Je ne voudrais pas que mes propos soient interprétés comme une critique du commerce international et des investissements étrangers. Je crois, comme nous tous, à la valeur d'un commerce et d'investissements libres et ouverts. Dieu sait que nous avons besoin d'investissements internationaux. Notre pays est et doit rester ouvert aux affaires.
Les économies sont locales et, comme on le dit couramment, nous faisons partie du village mondial. Nous devons cependant comprendre que c'est notre responsabilité d'empêcher la vente de notre richesse au plus offrant sans nous soucier de l'aspect humain de ses activités.
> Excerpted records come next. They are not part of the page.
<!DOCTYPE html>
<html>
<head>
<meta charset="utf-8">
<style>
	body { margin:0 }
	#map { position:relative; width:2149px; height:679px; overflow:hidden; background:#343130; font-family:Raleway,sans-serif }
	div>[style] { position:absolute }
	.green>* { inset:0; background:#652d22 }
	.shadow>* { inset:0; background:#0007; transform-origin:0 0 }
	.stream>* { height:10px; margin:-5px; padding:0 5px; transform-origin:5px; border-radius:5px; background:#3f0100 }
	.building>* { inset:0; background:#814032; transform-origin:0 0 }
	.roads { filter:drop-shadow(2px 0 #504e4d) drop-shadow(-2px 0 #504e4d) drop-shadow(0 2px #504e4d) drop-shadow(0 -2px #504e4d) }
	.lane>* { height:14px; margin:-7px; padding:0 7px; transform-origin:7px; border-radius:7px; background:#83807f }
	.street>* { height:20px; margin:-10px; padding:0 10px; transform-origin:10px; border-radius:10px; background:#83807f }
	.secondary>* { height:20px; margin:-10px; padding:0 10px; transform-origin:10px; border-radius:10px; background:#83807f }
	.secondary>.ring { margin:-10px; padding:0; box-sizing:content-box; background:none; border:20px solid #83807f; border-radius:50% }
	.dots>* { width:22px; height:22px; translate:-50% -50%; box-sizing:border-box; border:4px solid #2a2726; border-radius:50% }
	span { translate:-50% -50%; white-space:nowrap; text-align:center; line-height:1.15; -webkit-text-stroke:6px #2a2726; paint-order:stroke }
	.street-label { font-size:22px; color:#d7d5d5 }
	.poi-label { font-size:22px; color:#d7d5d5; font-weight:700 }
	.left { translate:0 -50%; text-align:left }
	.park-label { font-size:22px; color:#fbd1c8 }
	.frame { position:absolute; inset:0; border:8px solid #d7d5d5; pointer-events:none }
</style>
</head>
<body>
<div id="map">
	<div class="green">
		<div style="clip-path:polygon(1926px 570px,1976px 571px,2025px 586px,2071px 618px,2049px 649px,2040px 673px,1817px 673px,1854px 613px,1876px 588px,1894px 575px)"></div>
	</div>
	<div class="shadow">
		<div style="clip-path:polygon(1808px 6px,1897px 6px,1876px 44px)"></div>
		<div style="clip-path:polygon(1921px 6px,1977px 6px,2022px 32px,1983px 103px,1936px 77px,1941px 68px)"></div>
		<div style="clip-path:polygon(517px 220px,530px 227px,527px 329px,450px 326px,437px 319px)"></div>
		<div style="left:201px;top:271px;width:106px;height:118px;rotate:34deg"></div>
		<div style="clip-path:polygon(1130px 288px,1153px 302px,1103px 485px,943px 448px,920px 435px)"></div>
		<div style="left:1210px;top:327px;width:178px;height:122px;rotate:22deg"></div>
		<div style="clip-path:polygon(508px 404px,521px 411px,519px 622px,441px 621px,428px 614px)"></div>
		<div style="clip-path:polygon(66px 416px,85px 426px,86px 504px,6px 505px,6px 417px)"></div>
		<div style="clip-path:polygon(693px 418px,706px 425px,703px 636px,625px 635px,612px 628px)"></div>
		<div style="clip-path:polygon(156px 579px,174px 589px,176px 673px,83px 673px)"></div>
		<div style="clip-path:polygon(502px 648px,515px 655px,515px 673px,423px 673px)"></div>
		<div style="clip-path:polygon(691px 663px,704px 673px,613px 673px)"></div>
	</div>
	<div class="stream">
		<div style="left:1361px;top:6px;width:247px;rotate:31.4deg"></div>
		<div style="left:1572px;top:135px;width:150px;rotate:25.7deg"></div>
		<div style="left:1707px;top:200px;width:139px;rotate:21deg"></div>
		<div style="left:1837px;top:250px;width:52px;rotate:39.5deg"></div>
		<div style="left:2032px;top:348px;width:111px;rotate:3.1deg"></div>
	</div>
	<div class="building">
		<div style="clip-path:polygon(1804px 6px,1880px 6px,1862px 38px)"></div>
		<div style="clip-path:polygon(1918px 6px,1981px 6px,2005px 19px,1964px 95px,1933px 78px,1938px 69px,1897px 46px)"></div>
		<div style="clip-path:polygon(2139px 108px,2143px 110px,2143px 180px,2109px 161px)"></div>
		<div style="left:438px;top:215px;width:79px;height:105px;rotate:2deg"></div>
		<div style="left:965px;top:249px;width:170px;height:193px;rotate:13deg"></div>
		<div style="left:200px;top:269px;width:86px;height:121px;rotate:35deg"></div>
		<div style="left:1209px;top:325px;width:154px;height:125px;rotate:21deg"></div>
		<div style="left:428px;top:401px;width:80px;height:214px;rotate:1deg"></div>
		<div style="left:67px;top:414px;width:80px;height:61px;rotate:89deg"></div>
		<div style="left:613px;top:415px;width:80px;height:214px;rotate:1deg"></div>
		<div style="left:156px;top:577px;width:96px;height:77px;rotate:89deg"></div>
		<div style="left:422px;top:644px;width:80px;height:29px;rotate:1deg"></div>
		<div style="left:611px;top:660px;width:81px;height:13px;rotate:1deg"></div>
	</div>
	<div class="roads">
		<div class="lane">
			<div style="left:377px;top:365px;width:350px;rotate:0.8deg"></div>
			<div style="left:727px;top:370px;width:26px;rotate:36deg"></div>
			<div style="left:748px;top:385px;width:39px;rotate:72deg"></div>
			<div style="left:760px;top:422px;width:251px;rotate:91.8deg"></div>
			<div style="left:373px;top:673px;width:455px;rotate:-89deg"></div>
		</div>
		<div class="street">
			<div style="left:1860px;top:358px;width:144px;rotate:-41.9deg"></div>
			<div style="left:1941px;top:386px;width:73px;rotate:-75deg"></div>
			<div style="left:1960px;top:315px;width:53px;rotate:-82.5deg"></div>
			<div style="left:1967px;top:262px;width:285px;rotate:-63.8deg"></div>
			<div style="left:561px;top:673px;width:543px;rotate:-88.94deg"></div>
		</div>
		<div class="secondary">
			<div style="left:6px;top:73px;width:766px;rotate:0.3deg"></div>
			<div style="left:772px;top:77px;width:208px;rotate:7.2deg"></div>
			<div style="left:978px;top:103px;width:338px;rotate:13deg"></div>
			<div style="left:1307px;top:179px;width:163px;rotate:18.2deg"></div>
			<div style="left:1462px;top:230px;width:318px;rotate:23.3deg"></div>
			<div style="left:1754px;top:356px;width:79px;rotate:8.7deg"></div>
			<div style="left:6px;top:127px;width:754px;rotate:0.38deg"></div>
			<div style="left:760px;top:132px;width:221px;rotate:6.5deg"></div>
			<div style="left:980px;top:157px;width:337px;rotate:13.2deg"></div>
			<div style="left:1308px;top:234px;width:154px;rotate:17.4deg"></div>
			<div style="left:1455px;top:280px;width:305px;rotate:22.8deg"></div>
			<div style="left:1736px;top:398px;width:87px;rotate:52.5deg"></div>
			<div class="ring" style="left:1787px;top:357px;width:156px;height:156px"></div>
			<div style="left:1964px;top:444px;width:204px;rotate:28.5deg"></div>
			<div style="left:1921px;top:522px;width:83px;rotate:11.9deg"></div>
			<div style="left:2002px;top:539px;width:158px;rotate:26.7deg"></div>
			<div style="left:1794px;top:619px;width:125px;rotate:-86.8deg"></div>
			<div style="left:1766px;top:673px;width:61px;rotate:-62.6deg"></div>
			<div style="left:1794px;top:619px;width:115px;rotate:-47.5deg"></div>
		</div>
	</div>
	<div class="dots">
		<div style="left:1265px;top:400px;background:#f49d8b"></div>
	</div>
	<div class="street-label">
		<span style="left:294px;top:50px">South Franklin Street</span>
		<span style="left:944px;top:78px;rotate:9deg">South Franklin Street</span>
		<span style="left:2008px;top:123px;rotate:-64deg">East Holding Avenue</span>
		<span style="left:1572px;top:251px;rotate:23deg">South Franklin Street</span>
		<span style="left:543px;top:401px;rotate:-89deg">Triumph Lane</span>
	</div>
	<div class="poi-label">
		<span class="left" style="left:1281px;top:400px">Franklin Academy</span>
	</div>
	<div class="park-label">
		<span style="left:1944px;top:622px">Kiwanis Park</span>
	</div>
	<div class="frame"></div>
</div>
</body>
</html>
Le Canada a une longue et fière tradition de soutien des droits de la personne et de protection de ceux qui ne peuvent pas se défendre eux-mêmes. Même si cette réputation a malheureusement perdu de son lustre ces dernières années, elle demeure à juste titre un objet d'honneur et de respect à l'étranger.
L'actuelle Loi sur Investissement Canada prévoit certaines exceptions dans le calcul des dollars et des cents de « l'avantage net » pour le Canada. Les répercussions d'un investissement étranger sur la concurrence et sur le secteur canadien de la culture doivent être prises en compte lors de l'approbation d'un investissement étranger au Canada.
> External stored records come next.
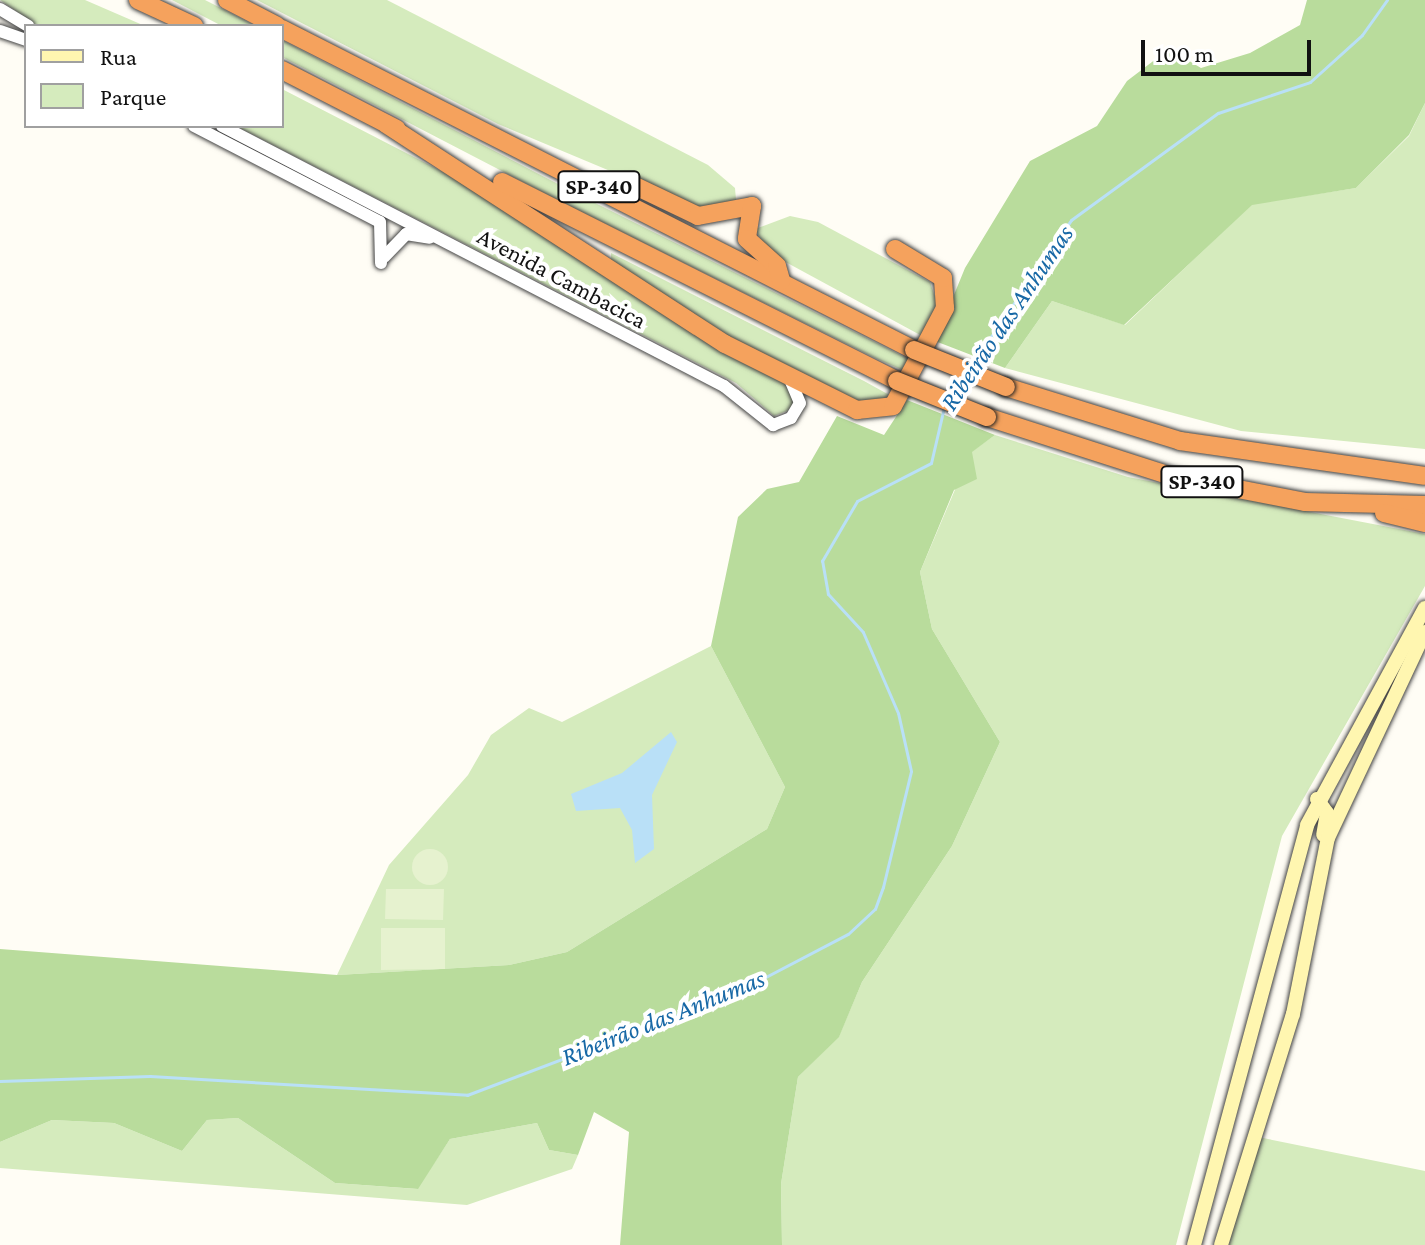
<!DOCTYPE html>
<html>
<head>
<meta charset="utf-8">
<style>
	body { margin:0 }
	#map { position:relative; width:1425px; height:1245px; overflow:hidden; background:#fffdf5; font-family:"Crimson Pro",serif }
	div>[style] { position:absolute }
	.green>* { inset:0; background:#d5ebbd }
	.forest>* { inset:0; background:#b9dc9c }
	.pitch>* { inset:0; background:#e6f2cf }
	.round { border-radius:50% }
	.water>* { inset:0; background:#b9e0f7 }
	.stream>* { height:3px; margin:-1.5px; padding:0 1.5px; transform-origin:1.5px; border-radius:1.5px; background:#b9e0f7 }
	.roads { filter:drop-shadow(0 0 2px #444) drop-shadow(0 0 2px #444) }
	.tertiary>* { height:12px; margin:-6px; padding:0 6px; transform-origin:6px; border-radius:6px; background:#fff }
	.secondary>* { height:14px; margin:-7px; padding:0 7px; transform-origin:7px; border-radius:7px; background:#fff6b0 }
	.motorway>* { height:18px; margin:-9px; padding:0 9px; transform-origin:9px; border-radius:9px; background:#f5a25d }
	.bridges { filter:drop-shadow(0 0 2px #222) drop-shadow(0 0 2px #222) }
	.motorway-bridge>* { height:18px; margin:-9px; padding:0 9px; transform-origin:9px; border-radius:9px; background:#f5a25d }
	span { translate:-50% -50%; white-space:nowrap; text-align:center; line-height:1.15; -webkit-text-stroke:8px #fff; paint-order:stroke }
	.shield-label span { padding:2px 6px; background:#fff; border:2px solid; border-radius:6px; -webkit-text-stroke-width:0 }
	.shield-label { font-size:22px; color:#111; font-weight:700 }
	.street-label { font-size:24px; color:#111 }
	.water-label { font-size:26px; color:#1768a6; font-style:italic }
	.legend { position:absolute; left:24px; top:24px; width:260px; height:104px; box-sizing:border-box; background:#fff; border:2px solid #a0a0a0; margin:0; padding:10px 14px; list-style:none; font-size:24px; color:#111 }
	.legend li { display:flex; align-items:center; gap:16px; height:40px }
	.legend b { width:40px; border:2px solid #a0a0a0 }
	.scale { position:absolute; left:1141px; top:40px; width:170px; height:36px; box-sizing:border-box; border:4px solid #111; border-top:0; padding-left:10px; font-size:24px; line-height:28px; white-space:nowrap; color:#111; -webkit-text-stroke:6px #fff; paint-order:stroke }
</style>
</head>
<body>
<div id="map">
	<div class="green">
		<i style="clip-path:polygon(0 0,85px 0,145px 26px,38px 26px)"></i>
		<i style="clip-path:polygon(172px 0,205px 0,256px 26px,222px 26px)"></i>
		<i style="clip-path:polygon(257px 0,387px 0,708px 165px,735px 188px,736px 200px,701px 209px,498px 124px)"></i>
		<i style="clip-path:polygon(282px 40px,579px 195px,911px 360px,905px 371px,877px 359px,554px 198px,282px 57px)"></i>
		<i style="clip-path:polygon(282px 89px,511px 207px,786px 383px,796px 396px,792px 409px,774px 416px,736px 383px,236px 126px,282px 126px)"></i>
		<i style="clip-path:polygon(1425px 103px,1425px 449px,1241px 431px,1005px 368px,1052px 301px,1125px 325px,1252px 204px,1356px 188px,1409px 136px)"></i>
		<i style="clip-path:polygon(790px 216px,818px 222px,930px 282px,937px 303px,922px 336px,769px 253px,755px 229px)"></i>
		<i style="clip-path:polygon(611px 253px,864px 381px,893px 397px,857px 403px,729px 340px,611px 260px)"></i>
		<i style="clip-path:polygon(995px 435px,1128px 477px,1425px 534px,1425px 586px,1282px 836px,1176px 1245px,782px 1245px,781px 1184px,798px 1077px,839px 1036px,862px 982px,952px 846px,1000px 742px,932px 629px,920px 572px,971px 452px)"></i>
		<i style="clip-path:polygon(711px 646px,785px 787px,767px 829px,567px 952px,509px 965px,337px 975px,389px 865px,468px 775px,491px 735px,529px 708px,562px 722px)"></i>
		<i style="clip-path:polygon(238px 1118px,335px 1183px,417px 1189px,450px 1139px,537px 1123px,549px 1150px,578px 1155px,572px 1169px,467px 1205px,0 1168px,0 1142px,52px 1120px,114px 1123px,182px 1151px,207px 1120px)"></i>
		<i style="clip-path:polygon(1253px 1136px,1425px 1171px,1425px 1245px,1229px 1245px)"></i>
	</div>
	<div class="forest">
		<i style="clip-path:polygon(1307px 0,1425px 0,1425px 103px,1409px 135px,1356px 188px,1252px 205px,1124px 325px,1052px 301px,1005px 368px,935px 341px,965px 268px,1030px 161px,1097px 126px,1127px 81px,1169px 49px,1201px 68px,1250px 53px,1300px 25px)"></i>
		<i style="clip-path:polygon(907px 400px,995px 435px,972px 452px,977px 479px,954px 490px,920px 572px,932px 629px,1000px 742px,952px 846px,862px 982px,839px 1037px,798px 1077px,781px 1184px,782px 1245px,620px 1245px,629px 1132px,594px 1112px,578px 1155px,549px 1150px,537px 1123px,450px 1139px,418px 1189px,335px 1183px,238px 1118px,207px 1120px,182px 1151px,114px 1123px,52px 1120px,0 1142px,0 949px,337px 975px,509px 965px,567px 952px,767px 829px,785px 787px,711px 646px,738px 517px,767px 489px,799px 482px,837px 416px,884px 435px)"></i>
	</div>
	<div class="pitch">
		<i class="round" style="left:412px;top:849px;width:36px;height:36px"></i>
		<i style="clip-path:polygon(386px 889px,444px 889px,443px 920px,385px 919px)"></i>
		<i style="clip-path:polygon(381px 928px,445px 928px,445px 969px,381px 970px)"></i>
	</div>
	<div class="water">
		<i style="clip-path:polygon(671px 732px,677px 742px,652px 795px,654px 849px,635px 863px,632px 830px,620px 808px,576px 811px,571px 794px,622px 773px)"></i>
	</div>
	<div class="stream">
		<i style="left:970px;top:367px;width:178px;rotate:-55.5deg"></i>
		<i style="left:1071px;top:220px;width:182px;rotate:-36.1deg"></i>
		<i style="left:1218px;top:113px;width:97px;rotate:-18.6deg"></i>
		<i style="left:1310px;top:82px;width:70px;rotate:-42.1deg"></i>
		<i style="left:1362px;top:35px;width:43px;rotate:-54.5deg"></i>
		<i style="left:953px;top:394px;width:20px;rotate:-57deg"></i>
		<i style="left:0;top:1081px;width:150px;rotate:-1.9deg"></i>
		<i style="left:150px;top:1076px;width:318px;rotate:3.4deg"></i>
		<i style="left:467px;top:1095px;width:287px;rotate:-20.8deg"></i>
		<i style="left:735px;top:993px;width:127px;rotate:-27.6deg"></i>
		<i style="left:848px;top:934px;width:37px;rotate:-43deg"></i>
		<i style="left:875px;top:909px;width:23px;rotate:-70deg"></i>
		<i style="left:883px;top:887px;width:119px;rotate:-76.4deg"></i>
		<i style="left:911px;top:771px;width:59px;rotate:-102.6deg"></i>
		<i style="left:898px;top:713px;width:88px;rotate:-113.4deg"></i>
		<i style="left:863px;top:632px;width:52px;rotate:-132.6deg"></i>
		<i style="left:828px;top:594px;width:34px;rotate:-100deg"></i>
		<i style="left:822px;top:561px;width:69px;rotate:-59.7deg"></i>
		<i style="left:857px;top:501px;width:83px;rotate:-27.2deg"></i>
		<i style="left:931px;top:463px;width:57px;rotate:-76.9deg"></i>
	</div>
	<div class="roads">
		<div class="tertiary">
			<i style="left:0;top:9px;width:33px;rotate:31deg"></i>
			<i style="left:0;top:31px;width:28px;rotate:19deg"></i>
			<i style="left:194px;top:126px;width:209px;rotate:27.3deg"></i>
			<i style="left:380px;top:222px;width:41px;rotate:88.6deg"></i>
			<i style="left:222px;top:126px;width:565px;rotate:27.38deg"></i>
			<i style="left:724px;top:386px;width:63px;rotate:38.5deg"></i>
			<i style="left:773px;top:425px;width:19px;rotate:-21deg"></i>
			<i style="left:791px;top:418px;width:17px;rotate:-59deg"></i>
			<i style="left:800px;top:403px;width:25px;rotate:-113deg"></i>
			<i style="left:384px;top:257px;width:32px;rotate:-46deg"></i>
			<i style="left:406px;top:234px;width:24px;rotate:9deg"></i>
		</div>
		<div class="secondary">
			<i style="left:1317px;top:799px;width:17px;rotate:54deg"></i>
			<i style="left:1327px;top:813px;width:22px;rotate:100deg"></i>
			<i style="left:1194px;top:1245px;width:435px;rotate:-74.9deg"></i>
			<i style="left:1307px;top:825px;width:247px;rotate:-61.5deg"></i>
			<i style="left:1221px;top:1245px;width:242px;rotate:-72.7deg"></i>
			<i style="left:1293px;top:1014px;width:179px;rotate:-78.8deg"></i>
			<i style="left:1328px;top:838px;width:228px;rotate:-64.8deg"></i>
		</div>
		<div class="motorway">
			<i style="left:138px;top:0;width:62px;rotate:24.9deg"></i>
			<i style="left:227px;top:0;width:56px;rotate:27.5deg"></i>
			<i style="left:282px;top:29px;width:709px;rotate:26.93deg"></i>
			<i style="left:282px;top:70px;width:129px;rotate:27.2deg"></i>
			<i style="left:386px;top:124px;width:404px;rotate:33deg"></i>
			<i style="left:725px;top:344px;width:148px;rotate:26.6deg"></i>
			<i style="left:857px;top:410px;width:36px;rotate:-6deg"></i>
			<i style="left:893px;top:406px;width:111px;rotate:-62deg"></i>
			<i style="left:945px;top:308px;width:30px;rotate:-94deg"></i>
			<i style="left:943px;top:278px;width:56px;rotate:-148.9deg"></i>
			<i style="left:502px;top:182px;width:442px;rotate:26.7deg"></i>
			<i style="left:599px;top:187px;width:32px;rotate:-5deg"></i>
			<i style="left:631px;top:184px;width:74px;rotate:25.5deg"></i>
			<i style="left:698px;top:216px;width:55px;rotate:-10.5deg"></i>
			<i style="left:752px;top:206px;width:33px;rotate:99deg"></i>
			<i style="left:747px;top:239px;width:40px;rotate:42deg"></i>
			<i style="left:777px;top:266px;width:15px;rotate:74deg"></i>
			<i style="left:1006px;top:387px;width:182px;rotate:17.2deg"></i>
			<i style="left:1180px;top:441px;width:247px;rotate:8.1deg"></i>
			<i style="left:987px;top:417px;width:193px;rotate:17.8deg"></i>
			<i style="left:1171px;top:476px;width:136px;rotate:11deg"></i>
			<i style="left:1305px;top:502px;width:120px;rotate:1.4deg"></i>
			<i style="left:1384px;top:513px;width:42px;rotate:13.7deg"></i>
		</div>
	</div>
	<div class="bridges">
		<div class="motorway-bridge">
			<i style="left:914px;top:350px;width:99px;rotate:21.9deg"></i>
			<i style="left:897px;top:381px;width:97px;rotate:21.8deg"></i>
		</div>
	</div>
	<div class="shield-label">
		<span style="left:599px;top:187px">SP-340</span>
		<span style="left:1202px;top:482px">SP-340</span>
	</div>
	<div class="street-label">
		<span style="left:562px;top:278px;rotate:28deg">Avenida Cambacica</span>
	</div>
	<div class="water-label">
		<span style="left:1007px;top:318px;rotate:-56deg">Ribeirão das Anhumas</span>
		<span style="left:663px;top:1018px;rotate:-22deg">Ribeirão das Anhumas</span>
	</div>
	<ul class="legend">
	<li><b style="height:10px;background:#fff6b0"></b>Rua</li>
	<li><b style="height:22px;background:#d5ebbd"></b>Parque</li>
	</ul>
	<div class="scale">100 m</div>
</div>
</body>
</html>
Le projet de loi à l'étude propose de faire en sorte que les sociétés étrangères favorables au génocide et aux crimes contre l'humanité ne puissent avoir accès aux richesses des Canadiens pour poursuivre leurs activités. Nous ne pouvons accepter que nos ressources financent l'acquiescement froid et cruel à une violence insensée.
Permettrons-nous que du pétrole canadien soit utilisé pour alimenter les réactés qu'un gouvernement étranger utilise pour bombarder sans discernement sa propre population? Permettrons- nous que le minerai de fer canadien soit extrait et transformé en Kalachnikovs pour que, sur l'ordre d'un dictateur, un officier de l'armée tire dans une foule de citoyens qui marchent pacifiquement en faveur de la réforme démocratique? Allons-nous permettre que le bois d'œuvre canadien soit transformé en papier sur lequel serait imprimé une propagande haineuse, sur lequel on rédigerait les listes de personnes à battre, à torturer, à violer ou à assassiner? Permettrons-nous aux investisseurs étrangers d'établir des activités au Canada qui leur permettront d'attirer nos meilleurs cerveaux en vue de créer des logiciels, des médicaments, des machines et des procédés qui permettront à un dictateur de brimer la population de son propre pays?
Honorables sénateurs, il me semble que personne ne serait d'accord pour autoriser ce genre de chose. Selon certains, nous n'y pouvons rien faire, mais je tiens à vous dire, selon l'expression désormais célèbre du président Obama : oui, nous le pouvons, et permettez-moi d'ajouter que nous le devons. Nous avons le pouvoir et la responsabilité de faire en sorte que cela n'ait pas lieu. Les entreprises étrangères qui sont complices de génocide et de crimes contre l'humanité dans le cadre de leurs activités commerciales à l'étranger ne devraient pas pouvoir utiliser, exploiter et mettre en valeur les ressources du Canada dans aucune circonstance.
Avant de terminer, j'aimerais saluer certains de mes honorables collègues et amis, aussi bien au Sénat qu'à l'autre endroit, qui ont travaillé si fort pour faire valoir des mesures du genre.
Collègues et amis, le Canada a la réputation de se porter à la défense des droits de la personne à l'échelle internationale. Son bilan n'est pas sans tache, mais il est généralement louable. Nous avons le devoir, au nom des Canadiens, de défendre le principe selon lequel nos ressources ne sont tout simplement pas disponibles pour ceux qui abusent des droits de la personne et qu'elles ne sont pas à vendre aux génocidaires.